[WHAT THE EXERCISE ASKS]
Reproduce the data below word for word.
-- EXTRACTED ENTRIES follows --
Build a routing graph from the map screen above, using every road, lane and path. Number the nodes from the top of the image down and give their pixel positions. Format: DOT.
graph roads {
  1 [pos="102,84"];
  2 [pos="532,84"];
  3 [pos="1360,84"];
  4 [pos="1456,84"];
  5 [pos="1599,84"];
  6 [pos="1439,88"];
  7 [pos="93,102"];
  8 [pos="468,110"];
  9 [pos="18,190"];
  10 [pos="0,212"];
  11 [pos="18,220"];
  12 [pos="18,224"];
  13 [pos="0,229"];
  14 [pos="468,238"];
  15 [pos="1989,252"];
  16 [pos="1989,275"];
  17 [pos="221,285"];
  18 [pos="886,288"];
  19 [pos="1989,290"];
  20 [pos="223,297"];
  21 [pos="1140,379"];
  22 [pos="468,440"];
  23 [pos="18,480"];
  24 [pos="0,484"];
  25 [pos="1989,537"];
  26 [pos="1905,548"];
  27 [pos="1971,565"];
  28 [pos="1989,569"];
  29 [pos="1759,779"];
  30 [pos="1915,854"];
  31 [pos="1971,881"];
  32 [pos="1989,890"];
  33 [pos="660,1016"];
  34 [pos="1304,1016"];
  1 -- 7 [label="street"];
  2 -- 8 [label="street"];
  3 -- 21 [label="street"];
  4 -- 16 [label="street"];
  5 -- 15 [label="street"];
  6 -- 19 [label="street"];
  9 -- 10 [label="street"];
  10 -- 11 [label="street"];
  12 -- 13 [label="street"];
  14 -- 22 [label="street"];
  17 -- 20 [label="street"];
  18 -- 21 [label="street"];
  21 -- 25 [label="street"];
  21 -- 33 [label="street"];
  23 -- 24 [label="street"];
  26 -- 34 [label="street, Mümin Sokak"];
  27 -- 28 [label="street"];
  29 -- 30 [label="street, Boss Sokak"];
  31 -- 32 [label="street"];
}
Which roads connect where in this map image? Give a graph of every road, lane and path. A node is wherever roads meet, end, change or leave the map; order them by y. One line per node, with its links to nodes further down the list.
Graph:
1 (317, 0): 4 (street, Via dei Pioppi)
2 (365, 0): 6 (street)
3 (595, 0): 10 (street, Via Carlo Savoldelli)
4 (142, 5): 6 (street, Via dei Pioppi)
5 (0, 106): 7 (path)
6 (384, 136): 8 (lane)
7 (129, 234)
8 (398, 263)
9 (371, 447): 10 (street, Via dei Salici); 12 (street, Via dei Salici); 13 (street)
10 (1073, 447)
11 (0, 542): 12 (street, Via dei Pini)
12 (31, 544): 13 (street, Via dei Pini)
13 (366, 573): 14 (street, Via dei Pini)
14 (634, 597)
-- EXTRACTED ENTRIES concluded --
[SOLUTION]
Build a routing graph from the map screen above, using every road, lane and path. Number the nodes from the top of the image down and give their pixel positions. Format: DOT.
graph roads {
  1 [pos="102,84"];
  2 [pos="532,84"];
  3 [pos="1360,84"];
  4 [pos="1456,84"];
  5 [pos="1599,84"];
  6 [pos="1439,88"];
  7 [pos="93,102"];
  8 [pos="468,110"];
  9 [pos="18,190"];
  10 [pos="0,212"];
  11 [pos="18,220"];
  12 [pos="18,224"];
  13 [pos="0,229"];
  14 [pos="468,238"];
  15 [pos="1989,252"];
  16 [pos="1989,275"];
  17 [pos="221,285"];
  18 [pos="886,288"];
  19 [pos="1989,290"];
  20 [pos="223,297"];
  21 [pos="1140,379"];
  22 [pos="468,440"];
  23 [pos="18,480"];
  24 [pos="0,484"];
  25 [pos="1989,537"];
  26 [pos="1905,548"];
  27 [pos="1971,565"];
  28 [pos="1989,569"];
  29 [pos="1759,779"];
  30 [pos="1915,854"];
  31 [pos="1971,881"];
  32 [pos="1989,890"];
  33 [pos="660,1016"];
  34 [pos="1304,1016"];
  1 -- 7 [label="street"];
  2 -- 8 [label="street"];
  3 -- 21 [label="street"];
  4 -- 16 [label="street"];
  5 -- 15 [label="street"];
  6 -- 19 [label="street"];
  9 -- 10 [label="street"];
  10 -- 11 [label="street"];
  12 -- 13 [label="street"];
  14 -- 22 [label="street"];
  17 -- 20 [label="street"];
  18 -- 21 [label="street"];
  21 -- 25 [label="street"];
  21 -- 33 [label="street"];
  23 -- 24 [label="street"];
  26 -- 34 [label="street, Mümin Sokak"];
  27 -- 28 [label="street"];
  29 -- 30 [label="street, Boss Sokak"];
  31 -- 32 [label="street"];
}
Which roads connect where in this map image? Give a graph of every road, lane and path. A node is wherever roads meet, end, change or leave the map; order them by y. One line per node, with its links to nodes further down the list.
Graph:
1 (317, 0): 4 (street, Via dei Pioppi)
2 (365, 0): 6 (street)
3 (595, 0): 10 (street, Via Carlo Savoldelli)
4 (142, 5): 6 (street, Via dei Pioppi)
5 (0, 106): 7 (path)
6 (384, 136): 8 (lane)
7 (129, 234)
8 (398, 263)
9 (371, 447): 10 (street, Via dei Salici); 12 (street, Via dei Salici); 13 (street)
10 (1073, 447)
11 (0, 542): 12 (street, Via dei Pini)
12 (31, 544): 13 (street, Via dei Pini)
13 (366, 573): 14 (street, Via dei Pini)
14 (634, 597)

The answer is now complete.